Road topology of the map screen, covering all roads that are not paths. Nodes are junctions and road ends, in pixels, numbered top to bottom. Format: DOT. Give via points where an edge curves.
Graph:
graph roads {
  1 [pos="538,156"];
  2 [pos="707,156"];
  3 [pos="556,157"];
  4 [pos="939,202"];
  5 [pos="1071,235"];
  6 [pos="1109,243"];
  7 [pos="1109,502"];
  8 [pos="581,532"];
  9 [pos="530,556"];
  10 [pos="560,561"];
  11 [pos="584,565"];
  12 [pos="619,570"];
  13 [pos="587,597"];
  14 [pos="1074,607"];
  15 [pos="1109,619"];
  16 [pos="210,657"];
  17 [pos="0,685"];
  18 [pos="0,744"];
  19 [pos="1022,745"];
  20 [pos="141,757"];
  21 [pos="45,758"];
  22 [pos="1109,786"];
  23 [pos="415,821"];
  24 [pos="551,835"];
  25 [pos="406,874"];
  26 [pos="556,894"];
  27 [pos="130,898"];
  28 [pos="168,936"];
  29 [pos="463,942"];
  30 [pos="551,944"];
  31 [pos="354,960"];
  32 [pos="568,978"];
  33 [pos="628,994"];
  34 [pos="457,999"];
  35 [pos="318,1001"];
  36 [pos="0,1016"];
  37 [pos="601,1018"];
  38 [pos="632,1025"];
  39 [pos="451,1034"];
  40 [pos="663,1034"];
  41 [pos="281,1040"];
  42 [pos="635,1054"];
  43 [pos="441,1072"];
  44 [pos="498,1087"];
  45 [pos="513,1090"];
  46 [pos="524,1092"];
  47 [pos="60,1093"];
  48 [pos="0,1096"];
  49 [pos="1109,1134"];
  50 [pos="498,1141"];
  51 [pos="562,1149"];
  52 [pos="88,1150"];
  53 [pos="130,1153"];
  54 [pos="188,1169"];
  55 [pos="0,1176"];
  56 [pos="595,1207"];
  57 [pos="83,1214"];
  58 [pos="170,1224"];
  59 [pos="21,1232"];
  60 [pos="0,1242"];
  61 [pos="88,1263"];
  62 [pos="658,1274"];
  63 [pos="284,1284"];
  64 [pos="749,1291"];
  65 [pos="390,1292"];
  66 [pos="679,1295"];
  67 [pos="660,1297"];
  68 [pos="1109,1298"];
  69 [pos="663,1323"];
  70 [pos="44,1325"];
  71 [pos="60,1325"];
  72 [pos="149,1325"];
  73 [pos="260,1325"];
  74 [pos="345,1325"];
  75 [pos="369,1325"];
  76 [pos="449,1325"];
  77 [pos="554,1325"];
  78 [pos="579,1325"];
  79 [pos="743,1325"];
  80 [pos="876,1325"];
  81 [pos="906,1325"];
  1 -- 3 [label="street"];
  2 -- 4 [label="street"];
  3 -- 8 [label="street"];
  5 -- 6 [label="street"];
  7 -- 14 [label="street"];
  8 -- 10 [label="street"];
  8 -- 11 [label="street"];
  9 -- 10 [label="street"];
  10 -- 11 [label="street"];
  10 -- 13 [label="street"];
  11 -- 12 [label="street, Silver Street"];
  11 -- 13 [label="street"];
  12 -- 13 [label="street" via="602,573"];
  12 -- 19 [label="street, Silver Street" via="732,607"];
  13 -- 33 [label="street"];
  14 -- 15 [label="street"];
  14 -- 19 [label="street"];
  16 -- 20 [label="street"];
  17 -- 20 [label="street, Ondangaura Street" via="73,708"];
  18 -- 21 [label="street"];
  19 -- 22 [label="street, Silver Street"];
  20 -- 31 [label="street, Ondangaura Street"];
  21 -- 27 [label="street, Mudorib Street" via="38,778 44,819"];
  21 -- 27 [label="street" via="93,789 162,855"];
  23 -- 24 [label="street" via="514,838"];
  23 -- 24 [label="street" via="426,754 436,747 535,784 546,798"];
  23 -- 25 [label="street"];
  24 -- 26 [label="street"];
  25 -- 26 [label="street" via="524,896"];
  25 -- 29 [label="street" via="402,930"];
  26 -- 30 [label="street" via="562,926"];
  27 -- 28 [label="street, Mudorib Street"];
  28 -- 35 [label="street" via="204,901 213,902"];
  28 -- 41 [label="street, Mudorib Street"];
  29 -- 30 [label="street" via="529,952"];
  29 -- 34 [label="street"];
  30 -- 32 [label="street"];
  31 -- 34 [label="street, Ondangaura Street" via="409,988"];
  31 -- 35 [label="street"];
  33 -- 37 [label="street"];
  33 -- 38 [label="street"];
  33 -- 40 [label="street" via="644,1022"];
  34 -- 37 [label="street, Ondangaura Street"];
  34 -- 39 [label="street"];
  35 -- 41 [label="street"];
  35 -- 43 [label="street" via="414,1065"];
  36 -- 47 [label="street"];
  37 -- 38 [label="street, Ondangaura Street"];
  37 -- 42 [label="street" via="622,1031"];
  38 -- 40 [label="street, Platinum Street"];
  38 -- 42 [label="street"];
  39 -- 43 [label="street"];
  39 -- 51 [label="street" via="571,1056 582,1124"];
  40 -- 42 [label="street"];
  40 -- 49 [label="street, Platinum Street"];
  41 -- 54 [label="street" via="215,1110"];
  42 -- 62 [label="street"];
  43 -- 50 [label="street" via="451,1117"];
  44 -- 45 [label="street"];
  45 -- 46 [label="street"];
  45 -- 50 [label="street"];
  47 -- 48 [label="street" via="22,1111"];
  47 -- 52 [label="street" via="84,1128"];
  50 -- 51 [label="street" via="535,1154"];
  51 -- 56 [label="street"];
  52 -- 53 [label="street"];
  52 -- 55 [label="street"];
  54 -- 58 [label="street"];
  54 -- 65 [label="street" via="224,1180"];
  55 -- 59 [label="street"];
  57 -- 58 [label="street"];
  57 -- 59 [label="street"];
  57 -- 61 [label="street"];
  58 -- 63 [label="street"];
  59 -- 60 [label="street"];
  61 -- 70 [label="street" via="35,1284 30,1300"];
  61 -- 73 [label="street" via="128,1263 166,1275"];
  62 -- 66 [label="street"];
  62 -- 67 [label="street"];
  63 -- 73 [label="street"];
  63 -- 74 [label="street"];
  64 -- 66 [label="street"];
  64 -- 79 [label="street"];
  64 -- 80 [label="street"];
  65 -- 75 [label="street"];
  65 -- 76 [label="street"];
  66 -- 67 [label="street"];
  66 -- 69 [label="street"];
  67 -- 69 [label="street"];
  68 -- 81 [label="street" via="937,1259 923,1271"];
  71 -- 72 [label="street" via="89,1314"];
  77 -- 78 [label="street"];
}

════════════════════

Required action:
Your reply should consist of a single number, the count of lines in the records above that contain the string "Silver".

Reply:
3